The day after the biggest escalation in a month, oil did something telling: nothing much. Brent held near $78 on Thursday, up a few cents after Wednesday's 5.2% jump, with the front-month contract around $77.50. WTI sat near $73.50. Prices that leapt on the news of US and Iranian strikes did not push higher when the shooting continued into a second day. The market has priced the risk. Now it is waiting to see whether the risk becomes real.
That wait has a single variable, and every trader knows it: how long the Strait of Hormuz stays disrupted. A one-week scare is a bounce. A one-month closure is a different price entirely.
Two Prices, One Question
The analyst split is unusually clean. Goldman Sachs says that if Hormuz stays mostly shut for another month, past the end of July, Brent averages above $100 through the rest of 2026. JPMorgan warns the near-term spike could be violent, $120 to $130 a barrel, with an overshoot toward $150 if disruptions drag on. Both banks also think the market is oversupplied underneath the fear. Goldman still sees a glut in 2027 and a Brent price back around $75.
So the same desks that warn about $130 also warn about $75, and the gap between those numbers is entirely a function of the strait. At $78, the market is not betting on a sustained closure. It is betting on another contained episode, the kind that has capped every spike since spring. That bet could be wrong by Friday.
Trump Raises the Stakes
President Trump spent Wednesday and Thursday widening the threat. He declared the June ceasefire over, warned of further military action, and floated a naval blockade of Iran. Most consequential for the oil market, he said future strikes could target Kharg Island, the terminal that handles the large majority of Iran's crude exports. Hitting Kharg would not just disrupt transit through Hormuz. It would take Iranian barrels off the market at the source, on top of the sanctions the US Treasury reimposed this week by pulling Iran's oil-sales waiver.
Iran, for its part, claimed a "crushing response." The Revolutionary Guard said it struck 85 US targets in Bahrain and Kuwait, naming the Fifth Fleet headquarters and a Kuwaiti air base, and claimed to down a US drone. That figure is an Iranian claim and remains unverified. What is confirmed is narrower and still serious: air-raid sirens and active air defenses over both Bahrain and Kuwait, shelter warnings to residents, and a second consecutive day of US strikes that CENTCOM now puts at roughly 90 targets. No US casualties have been confirmed.

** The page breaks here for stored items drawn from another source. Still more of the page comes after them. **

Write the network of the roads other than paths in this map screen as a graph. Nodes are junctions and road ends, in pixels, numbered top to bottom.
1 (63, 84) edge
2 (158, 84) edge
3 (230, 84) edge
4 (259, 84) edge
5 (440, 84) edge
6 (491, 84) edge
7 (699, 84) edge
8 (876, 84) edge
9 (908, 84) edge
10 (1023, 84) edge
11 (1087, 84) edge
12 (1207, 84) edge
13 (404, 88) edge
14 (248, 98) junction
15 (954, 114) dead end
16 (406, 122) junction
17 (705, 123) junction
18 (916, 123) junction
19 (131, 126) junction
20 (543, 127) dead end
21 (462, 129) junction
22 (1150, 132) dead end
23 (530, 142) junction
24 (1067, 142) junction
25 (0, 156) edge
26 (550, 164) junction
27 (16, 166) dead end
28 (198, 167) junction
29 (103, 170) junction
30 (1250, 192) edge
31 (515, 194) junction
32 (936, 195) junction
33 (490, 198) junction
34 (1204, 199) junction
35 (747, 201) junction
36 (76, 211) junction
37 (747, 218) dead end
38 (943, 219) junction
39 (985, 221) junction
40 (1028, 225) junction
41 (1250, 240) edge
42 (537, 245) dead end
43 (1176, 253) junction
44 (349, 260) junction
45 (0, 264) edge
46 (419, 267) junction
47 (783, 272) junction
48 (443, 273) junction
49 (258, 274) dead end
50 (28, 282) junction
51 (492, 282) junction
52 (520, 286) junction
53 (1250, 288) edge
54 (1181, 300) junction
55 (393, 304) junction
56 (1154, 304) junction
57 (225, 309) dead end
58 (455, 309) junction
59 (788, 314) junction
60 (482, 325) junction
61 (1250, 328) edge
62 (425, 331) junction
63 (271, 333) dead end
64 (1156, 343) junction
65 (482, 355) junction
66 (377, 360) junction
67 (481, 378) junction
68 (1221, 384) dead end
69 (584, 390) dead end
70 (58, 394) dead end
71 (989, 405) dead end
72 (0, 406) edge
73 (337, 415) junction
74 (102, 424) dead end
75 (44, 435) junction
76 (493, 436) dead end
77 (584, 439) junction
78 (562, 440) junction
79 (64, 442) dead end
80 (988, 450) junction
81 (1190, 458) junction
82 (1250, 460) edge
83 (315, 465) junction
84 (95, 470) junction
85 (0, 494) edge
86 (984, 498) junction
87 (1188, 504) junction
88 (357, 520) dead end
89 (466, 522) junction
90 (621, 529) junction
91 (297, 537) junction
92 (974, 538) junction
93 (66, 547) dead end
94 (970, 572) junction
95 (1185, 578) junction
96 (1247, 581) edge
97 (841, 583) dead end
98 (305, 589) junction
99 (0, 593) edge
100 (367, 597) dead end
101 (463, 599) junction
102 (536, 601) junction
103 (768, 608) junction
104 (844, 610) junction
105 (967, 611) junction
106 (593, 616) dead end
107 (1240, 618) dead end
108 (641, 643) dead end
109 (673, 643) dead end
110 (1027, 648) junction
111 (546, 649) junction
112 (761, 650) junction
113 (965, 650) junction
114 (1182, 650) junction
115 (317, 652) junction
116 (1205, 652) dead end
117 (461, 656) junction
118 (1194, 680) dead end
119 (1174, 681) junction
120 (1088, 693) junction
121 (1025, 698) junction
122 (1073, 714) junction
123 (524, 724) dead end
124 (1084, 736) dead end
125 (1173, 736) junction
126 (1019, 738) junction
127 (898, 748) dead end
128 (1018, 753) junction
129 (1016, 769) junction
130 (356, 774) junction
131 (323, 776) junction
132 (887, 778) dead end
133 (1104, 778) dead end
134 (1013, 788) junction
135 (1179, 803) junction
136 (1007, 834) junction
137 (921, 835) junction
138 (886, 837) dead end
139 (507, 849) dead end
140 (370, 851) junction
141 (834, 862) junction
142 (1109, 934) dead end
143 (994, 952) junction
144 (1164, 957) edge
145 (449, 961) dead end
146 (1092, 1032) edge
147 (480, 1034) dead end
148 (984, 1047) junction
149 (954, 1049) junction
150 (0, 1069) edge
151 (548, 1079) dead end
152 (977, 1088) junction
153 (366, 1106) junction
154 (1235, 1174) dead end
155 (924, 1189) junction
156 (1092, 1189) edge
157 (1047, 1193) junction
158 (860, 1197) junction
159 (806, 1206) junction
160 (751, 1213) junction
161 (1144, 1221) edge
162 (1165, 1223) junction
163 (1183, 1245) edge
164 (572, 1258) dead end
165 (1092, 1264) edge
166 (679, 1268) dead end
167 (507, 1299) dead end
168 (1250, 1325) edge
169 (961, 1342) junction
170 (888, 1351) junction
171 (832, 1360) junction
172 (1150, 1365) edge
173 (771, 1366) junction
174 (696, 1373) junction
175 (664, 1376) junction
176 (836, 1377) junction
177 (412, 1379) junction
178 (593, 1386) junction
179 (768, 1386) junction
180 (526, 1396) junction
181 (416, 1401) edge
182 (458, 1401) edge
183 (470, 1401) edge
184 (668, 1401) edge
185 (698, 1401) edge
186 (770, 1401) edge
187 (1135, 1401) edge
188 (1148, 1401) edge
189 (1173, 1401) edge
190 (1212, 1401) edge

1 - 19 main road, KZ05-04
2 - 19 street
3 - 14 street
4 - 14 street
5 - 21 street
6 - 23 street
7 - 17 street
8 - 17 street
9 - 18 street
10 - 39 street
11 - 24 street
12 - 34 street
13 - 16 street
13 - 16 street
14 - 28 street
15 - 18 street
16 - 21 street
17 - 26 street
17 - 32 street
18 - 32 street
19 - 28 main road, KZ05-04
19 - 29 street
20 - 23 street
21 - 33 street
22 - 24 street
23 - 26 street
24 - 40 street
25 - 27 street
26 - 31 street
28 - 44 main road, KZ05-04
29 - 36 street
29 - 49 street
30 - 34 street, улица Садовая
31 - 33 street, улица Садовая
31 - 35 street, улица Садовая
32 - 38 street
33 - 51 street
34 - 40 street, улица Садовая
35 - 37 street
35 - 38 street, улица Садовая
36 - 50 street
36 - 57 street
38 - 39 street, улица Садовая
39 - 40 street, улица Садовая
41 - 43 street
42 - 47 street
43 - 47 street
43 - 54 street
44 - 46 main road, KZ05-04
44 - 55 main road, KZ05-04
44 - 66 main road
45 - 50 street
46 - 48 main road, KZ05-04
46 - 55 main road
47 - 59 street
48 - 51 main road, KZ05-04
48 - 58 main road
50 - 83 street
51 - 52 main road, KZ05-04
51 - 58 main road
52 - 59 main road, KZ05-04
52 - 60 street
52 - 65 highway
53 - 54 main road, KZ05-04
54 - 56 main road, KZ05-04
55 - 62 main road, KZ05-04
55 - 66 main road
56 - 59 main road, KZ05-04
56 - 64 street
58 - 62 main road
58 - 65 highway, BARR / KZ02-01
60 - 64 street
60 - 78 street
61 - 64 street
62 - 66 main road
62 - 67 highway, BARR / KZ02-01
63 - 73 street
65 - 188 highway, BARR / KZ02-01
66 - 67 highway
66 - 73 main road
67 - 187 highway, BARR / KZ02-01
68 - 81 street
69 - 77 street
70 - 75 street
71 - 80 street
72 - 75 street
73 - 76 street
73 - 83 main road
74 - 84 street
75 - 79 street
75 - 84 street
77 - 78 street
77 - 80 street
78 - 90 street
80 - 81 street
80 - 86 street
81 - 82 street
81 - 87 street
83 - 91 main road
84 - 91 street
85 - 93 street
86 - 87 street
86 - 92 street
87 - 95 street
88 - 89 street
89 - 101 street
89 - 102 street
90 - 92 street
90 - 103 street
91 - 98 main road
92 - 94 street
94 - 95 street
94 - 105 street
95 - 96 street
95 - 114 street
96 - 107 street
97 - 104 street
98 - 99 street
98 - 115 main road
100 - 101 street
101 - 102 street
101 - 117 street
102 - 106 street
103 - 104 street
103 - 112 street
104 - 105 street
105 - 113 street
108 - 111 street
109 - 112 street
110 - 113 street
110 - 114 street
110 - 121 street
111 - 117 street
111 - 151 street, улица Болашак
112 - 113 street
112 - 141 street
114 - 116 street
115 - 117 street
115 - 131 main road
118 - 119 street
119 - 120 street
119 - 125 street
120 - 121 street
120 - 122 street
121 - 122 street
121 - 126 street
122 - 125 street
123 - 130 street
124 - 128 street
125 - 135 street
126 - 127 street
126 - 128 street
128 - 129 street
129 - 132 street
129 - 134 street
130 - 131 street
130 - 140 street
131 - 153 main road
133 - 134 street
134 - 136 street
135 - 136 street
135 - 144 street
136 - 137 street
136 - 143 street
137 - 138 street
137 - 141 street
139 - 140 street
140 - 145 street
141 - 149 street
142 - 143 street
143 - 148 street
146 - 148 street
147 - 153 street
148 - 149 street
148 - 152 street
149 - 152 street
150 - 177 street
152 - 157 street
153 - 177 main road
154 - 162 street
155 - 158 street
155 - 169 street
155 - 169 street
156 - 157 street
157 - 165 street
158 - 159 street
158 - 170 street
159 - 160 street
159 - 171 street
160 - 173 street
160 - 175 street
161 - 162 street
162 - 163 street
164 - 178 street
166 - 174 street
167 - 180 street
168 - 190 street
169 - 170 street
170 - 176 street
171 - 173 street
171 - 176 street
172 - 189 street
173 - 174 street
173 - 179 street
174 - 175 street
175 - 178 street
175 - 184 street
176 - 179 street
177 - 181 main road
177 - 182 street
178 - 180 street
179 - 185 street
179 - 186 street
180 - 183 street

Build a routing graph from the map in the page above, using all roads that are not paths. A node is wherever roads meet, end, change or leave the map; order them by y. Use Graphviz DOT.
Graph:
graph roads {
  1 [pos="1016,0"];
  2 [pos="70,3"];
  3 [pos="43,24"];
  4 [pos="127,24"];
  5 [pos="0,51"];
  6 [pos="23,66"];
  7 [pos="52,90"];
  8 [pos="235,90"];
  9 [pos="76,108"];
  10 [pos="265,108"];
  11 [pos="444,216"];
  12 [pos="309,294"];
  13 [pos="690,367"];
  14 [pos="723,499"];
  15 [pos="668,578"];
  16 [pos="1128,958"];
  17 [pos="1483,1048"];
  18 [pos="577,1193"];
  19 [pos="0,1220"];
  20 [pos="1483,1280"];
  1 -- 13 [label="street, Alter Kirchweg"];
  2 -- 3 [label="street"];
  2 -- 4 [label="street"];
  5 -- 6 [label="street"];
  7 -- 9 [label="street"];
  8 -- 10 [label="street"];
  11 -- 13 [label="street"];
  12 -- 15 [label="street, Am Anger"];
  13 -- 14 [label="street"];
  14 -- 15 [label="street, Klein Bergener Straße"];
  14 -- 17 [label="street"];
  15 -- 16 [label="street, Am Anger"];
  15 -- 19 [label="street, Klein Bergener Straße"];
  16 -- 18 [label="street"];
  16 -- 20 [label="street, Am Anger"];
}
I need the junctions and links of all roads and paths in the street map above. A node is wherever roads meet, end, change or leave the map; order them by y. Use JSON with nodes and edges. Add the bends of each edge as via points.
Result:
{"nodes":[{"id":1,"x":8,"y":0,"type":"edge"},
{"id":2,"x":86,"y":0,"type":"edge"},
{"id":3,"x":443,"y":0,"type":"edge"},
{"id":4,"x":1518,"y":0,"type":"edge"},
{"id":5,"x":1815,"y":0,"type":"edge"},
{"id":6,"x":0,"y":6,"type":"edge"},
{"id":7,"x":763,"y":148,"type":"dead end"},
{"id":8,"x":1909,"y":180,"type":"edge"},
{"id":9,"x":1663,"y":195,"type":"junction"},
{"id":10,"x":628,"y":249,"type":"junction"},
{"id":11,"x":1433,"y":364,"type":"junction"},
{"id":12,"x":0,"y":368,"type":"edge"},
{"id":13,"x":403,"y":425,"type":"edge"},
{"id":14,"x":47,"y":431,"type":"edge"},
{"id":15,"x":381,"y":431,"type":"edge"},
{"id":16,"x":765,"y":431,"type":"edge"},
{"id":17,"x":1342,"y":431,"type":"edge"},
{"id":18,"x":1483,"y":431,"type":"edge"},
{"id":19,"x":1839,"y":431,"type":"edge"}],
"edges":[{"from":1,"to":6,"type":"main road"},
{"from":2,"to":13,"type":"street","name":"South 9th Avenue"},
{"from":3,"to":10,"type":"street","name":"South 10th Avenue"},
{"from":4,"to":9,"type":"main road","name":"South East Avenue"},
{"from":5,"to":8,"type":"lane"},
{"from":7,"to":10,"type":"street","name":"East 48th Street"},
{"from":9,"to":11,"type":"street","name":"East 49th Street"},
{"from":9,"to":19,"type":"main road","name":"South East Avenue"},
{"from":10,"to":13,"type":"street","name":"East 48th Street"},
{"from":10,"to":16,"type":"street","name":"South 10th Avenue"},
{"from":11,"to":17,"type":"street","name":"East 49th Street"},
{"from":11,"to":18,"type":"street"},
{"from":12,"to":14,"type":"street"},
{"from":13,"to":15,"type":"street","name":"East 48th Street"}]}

Hormuz itself is caught in a narrative war. Iran has again declared the strait closed. The US says vessels are still transiting. Ship trackers show traffic down sharply and war-risk insurance premiums climbing, though the precise figures come from crisis aggregators rather than the major shipping registries and should be read as directional. The honest summary is that flows are impaired and the cost of moving a barrel through the strait has jumped, but the waterway is not fully sealed.
The Barrels Say Something Different
Underneath the geopolitics, the weekly US inventory data pulled the other way. The Energy Information Administration reported that crude stocks rose by 3 million barrels last week, the first build in eleven weeks, as US exports slowed to their lowest level since November. A crude build is a bearish signal, and it briefly pressured prices even as missiles flew.
The product side was tighter. Gasoline stocks fell nearly 2 million barrels to their lowest seasonal level in years, and distillate inventories dropped 5 million barrels to a four-year low heading into peak summer demand. That is the tension in one report: plenty of crude, not enough refined fuel. It is also why a glut narrative and firm pump prices can coexist.
A Burial, and an Absence
Thursday also brought the end of a week of state mourning. Ali Khamenei was buried at the Imam Reza shrine in Mashhad, closing the funeral procession that began in Tehran. His presumed successor, Mojtaba Khamenei, did not appear. Iranian officials told reporters he was kept away over fears he would be tracked and targeted, and that he was wounded in the February strike that killed his father. An unsettled succession at the top of the Iranian state is not a stabilizing backdrop for a crisis that now turns on Tehran's next move.
For the price of oil, the story has narrowed to a single question with a wide range of answers. If Hormuz reopens and the strikes fade, the glut reasserts and Brent drifts back toward the low $70s. If the strait stays shut into August, or Kharg burns, the war premium the market keeps refusing to pay comes due all at once. At $78, oil is sitting on the fence. It will not stay there long.
This article is for informational purposes only and does not constitute financial or investment advice. Oil market conditions can change rapidly. Consult a qualified financial professional before making investment decisions.